Sunday, 15 July 2018

King Billy No Mates

Dissident Republicans may have attacked the home of Gerry Adams, but the great majority of the week-long annual riot in Northern Ireland has been the work of the people on whom the Government depends for confidence and supply. Some of those have even opened fire on the Police.

If "they're not the DUP," then for whom else, exactly, do they vote? Nor could the DUP do without their political muscle, which one newly elected MP, from a prominent paramilitary family, thanked explicitly in her acceptance speech last year.

Unrest of the kind that we have seen in Northern Ireland would be the only news if it were happening in England, Scotland or Wales. That it has barely been mentioned is for two reasons.

First, everything to do with "The Twelfth" would come close to bringing down a Government dependent on the DUP if it were shown on national television. It is public holiday for the specific purpose of committing sectarian violence. 

Bonfires are topped with the flag of a friendly neighbouring state, and also feature the pictures of elected local politicians.
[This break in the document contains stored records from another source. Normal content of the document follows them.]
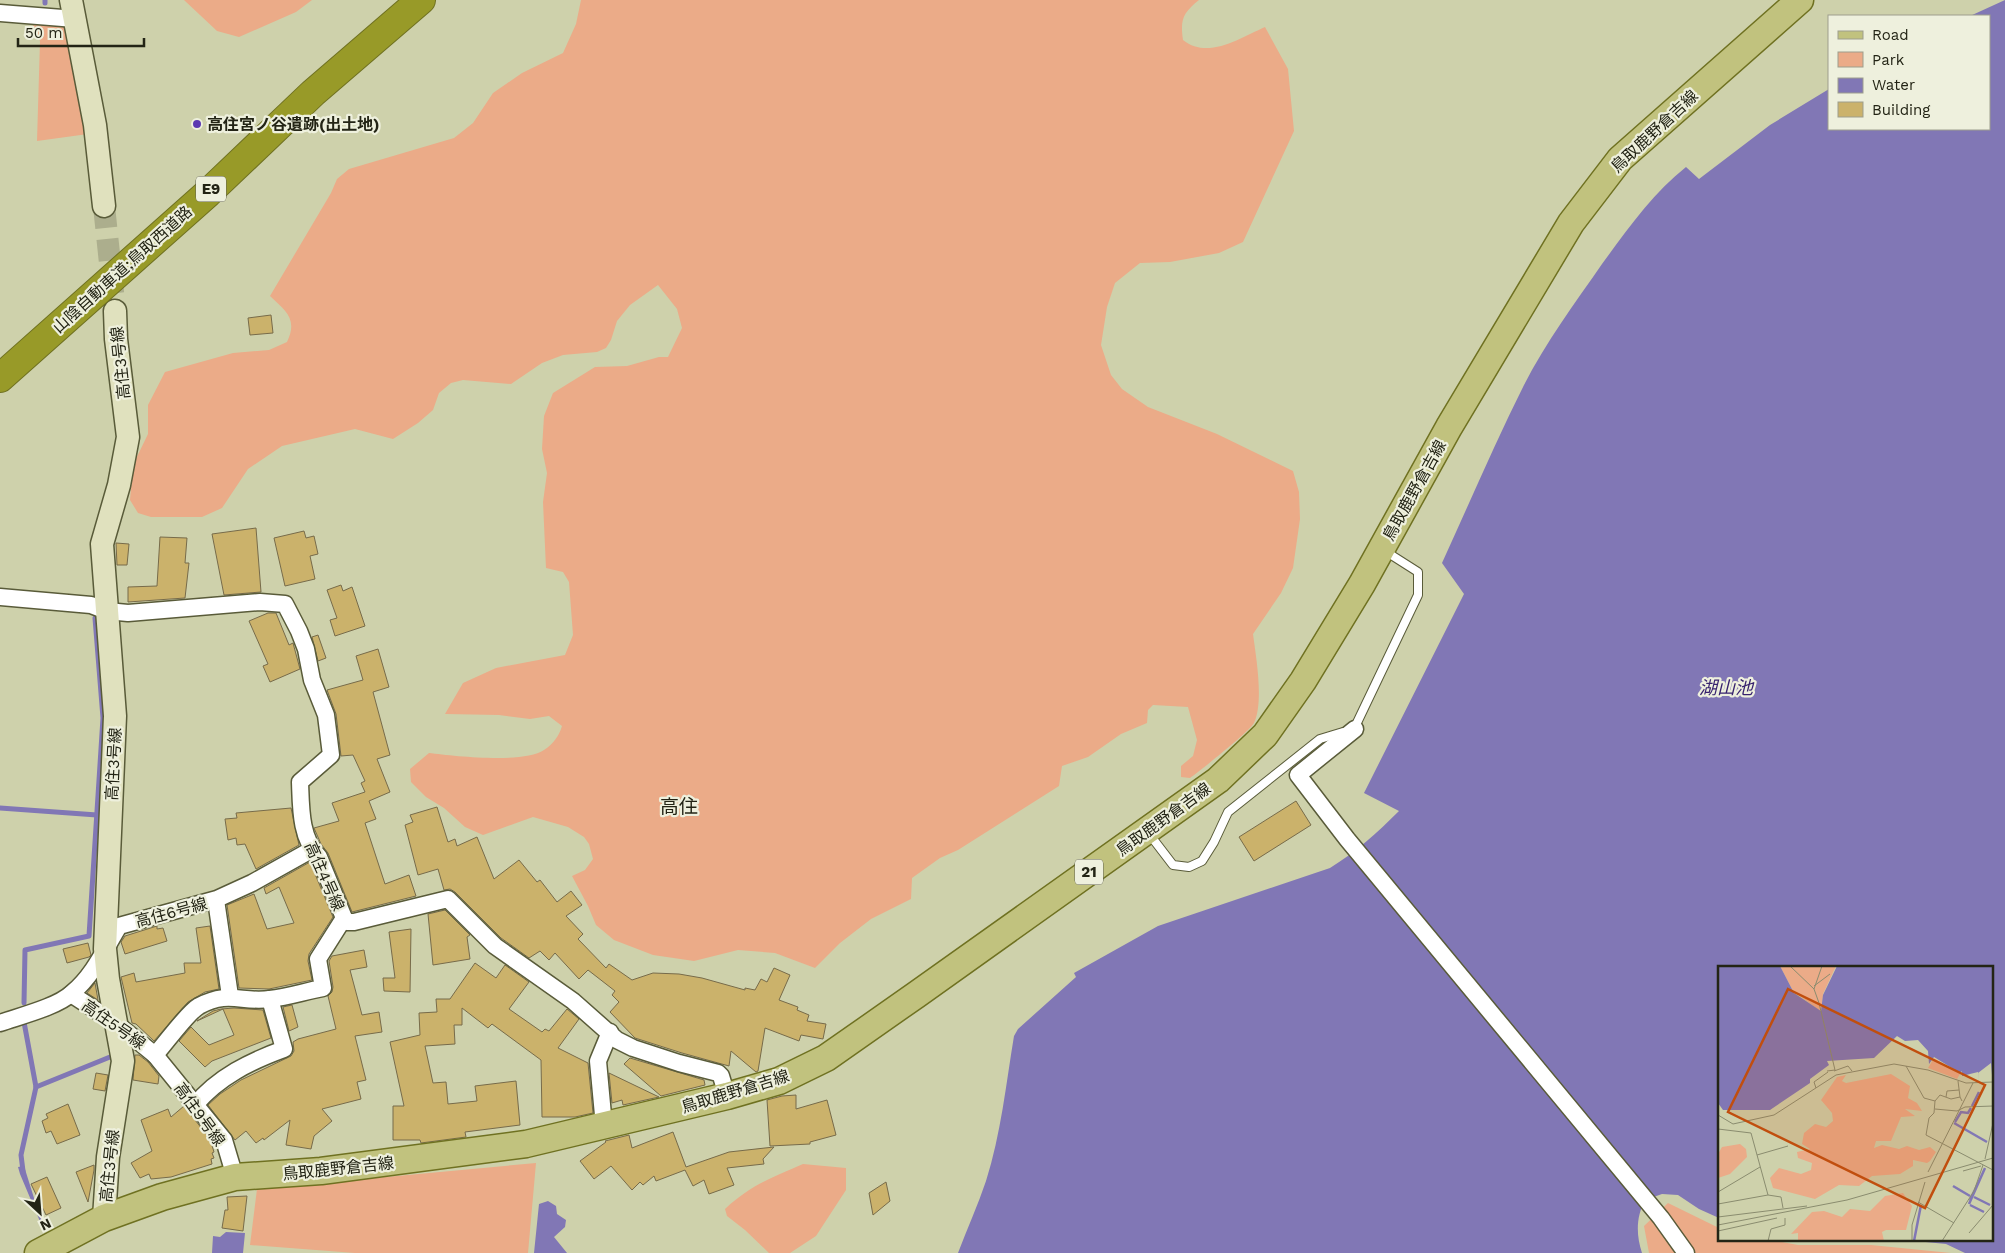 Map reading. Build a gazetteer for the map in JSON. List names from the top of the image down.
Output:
{
  "streets": {
    "highway": ["E9", "山陰自動車道;鳥取西道路"],
    "main road": ["鳥取鹿野倉吉線", "21"],
    "street": [
      "高住3号線",
      "高住4号線",
      "高住6号線",
      "高住5号線",
      "高住9号線"
    ]
  },
  "crossings": [
    ["鳥取鹿野倉吉線", "高住3号線"],
    ["鳥取鹿野倉吉線", "高住4号線"],
    ["鳥取鹿野倉吉線", "高住9号線"],
    ["高住3号線", "高住4号線"],
    ["高住3号線", "高住6号線"],
    ["高住3号線", "高住5号線"],
    ["高住4号線", "高住6号線"],
    ["高住4号線", "高住5号線"],
    ["高住6号線", "高住5号線"],
    ["高住5号線", "高住9号線"]
  ],
  "districts": ["高住"],
  "water": ["湖山池"],
  "places": ["高住宮ノ谷遺跡(出土地)"],
  "legend": [
    "Road",
    "Park",
    "Water",
    "Building"
  ],
  "scale_bar": "50 m",
  "north": "bottom right"
} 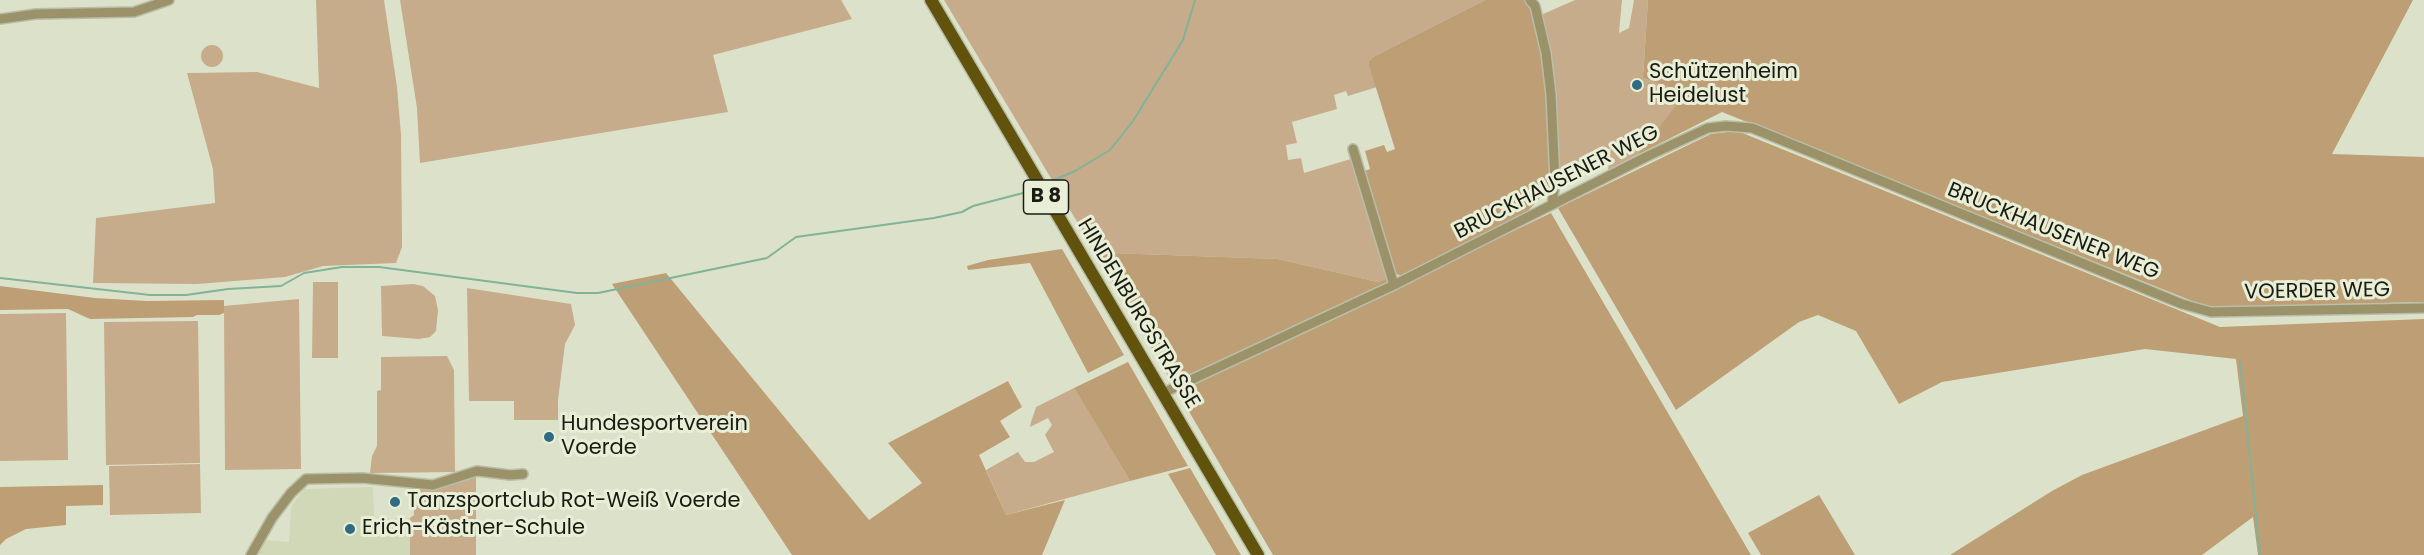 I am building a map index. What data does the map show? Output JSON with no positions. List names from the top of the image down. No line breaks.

Confederate flags are routinely and increasingly paraded, and Swastikas are not unheard of.

Yet without this electoral bloc, Theresa May would not be Prime Minister. In which case, people would say, Theresa May does not deserve to be Prime Minister.
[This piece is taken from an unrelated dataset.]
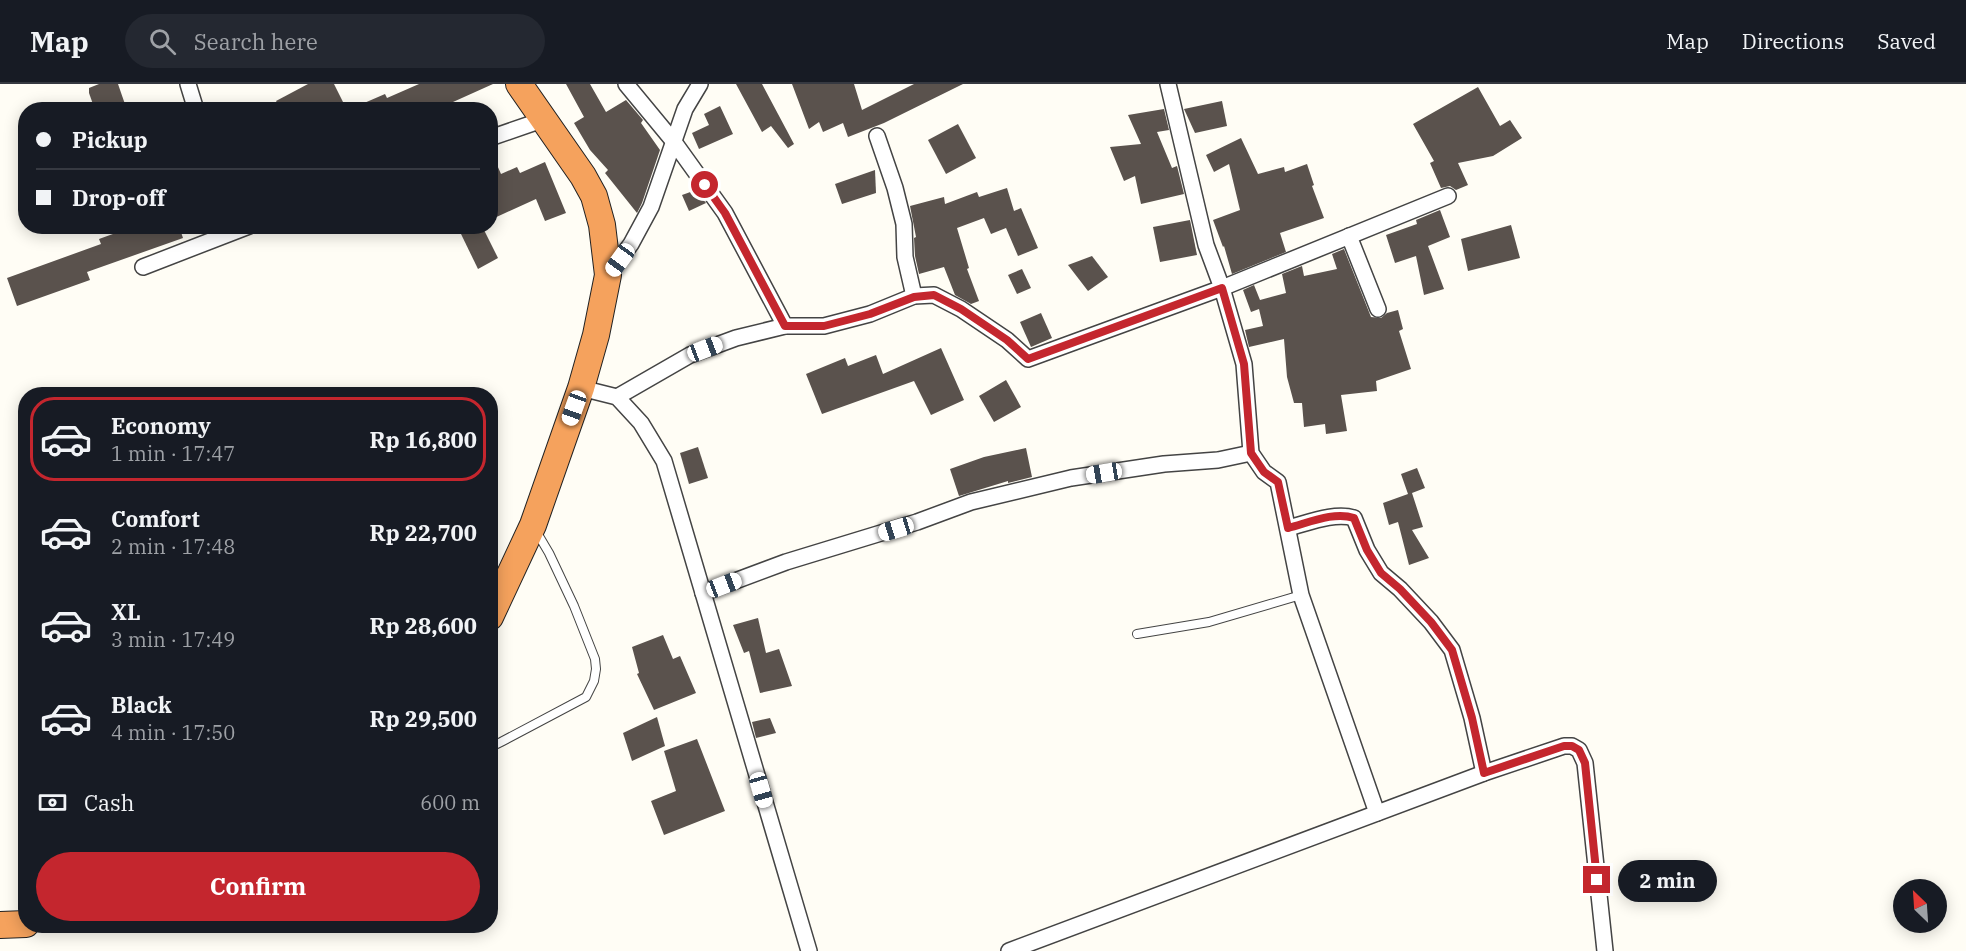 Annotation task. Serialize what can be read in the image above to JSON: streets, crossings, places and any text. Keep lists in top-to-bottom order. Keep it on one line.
{"north":"top left","page":{"header":"Map","search":"Search here","nav":["Map","Directions","Saved"],"banner":["Pickup","Drop-off"],"list":[{"name":"Economy","note":"1 min · 17:47","value":"Rp 16,800"},{"name":"Comfort","note":"2 min · 17:48","value":"Rp 22,700"},{"name":"XL","note":"3 min · 17:49","value":"Rp 28,600"},{"name":"Black","note":"4 min · 17:50","value":"Rp 29,500"}],"pay":["Cash","600 m"],"buttons":"Confirm","bubble":"2 min"}} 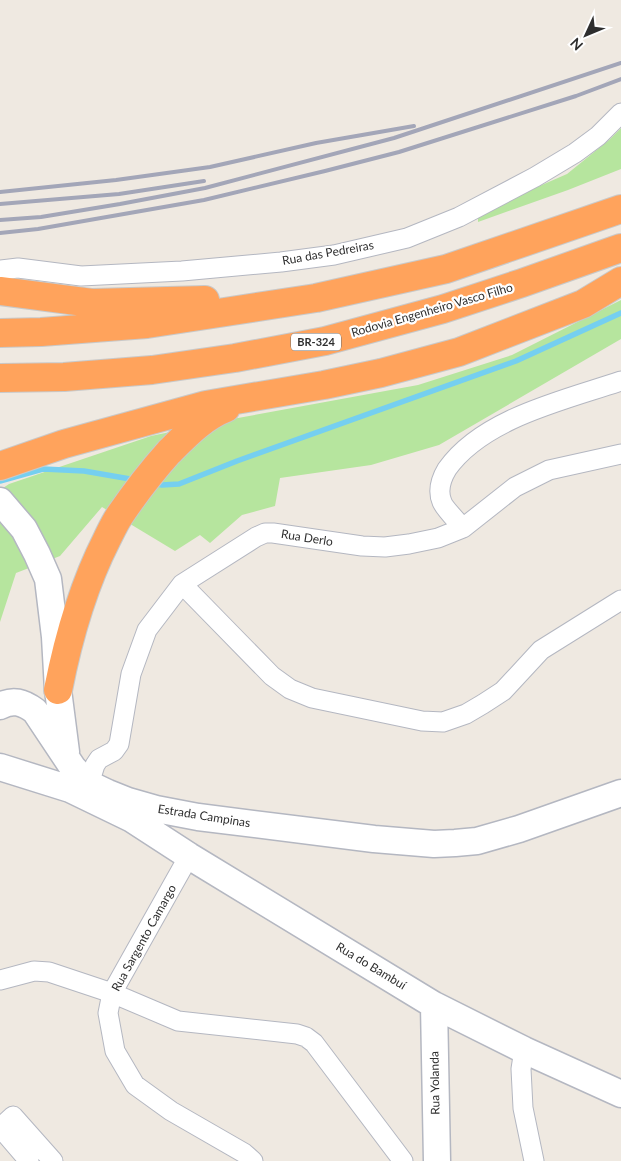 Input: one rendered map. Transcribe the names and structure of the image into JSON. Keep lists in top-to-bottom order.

And secondly, we are in every sense disengaging from Northern Ireland.

Having the DUP effectively in government for a year has crystallised the sense, which has always been there, that we did not really have anything in common with the place, but had merely inherited it as a kind of unwanted stepchild, troublesome and expensive.

We are rapidly approaching the point of either putting it up for adoption, or just kicking it out without a further thought.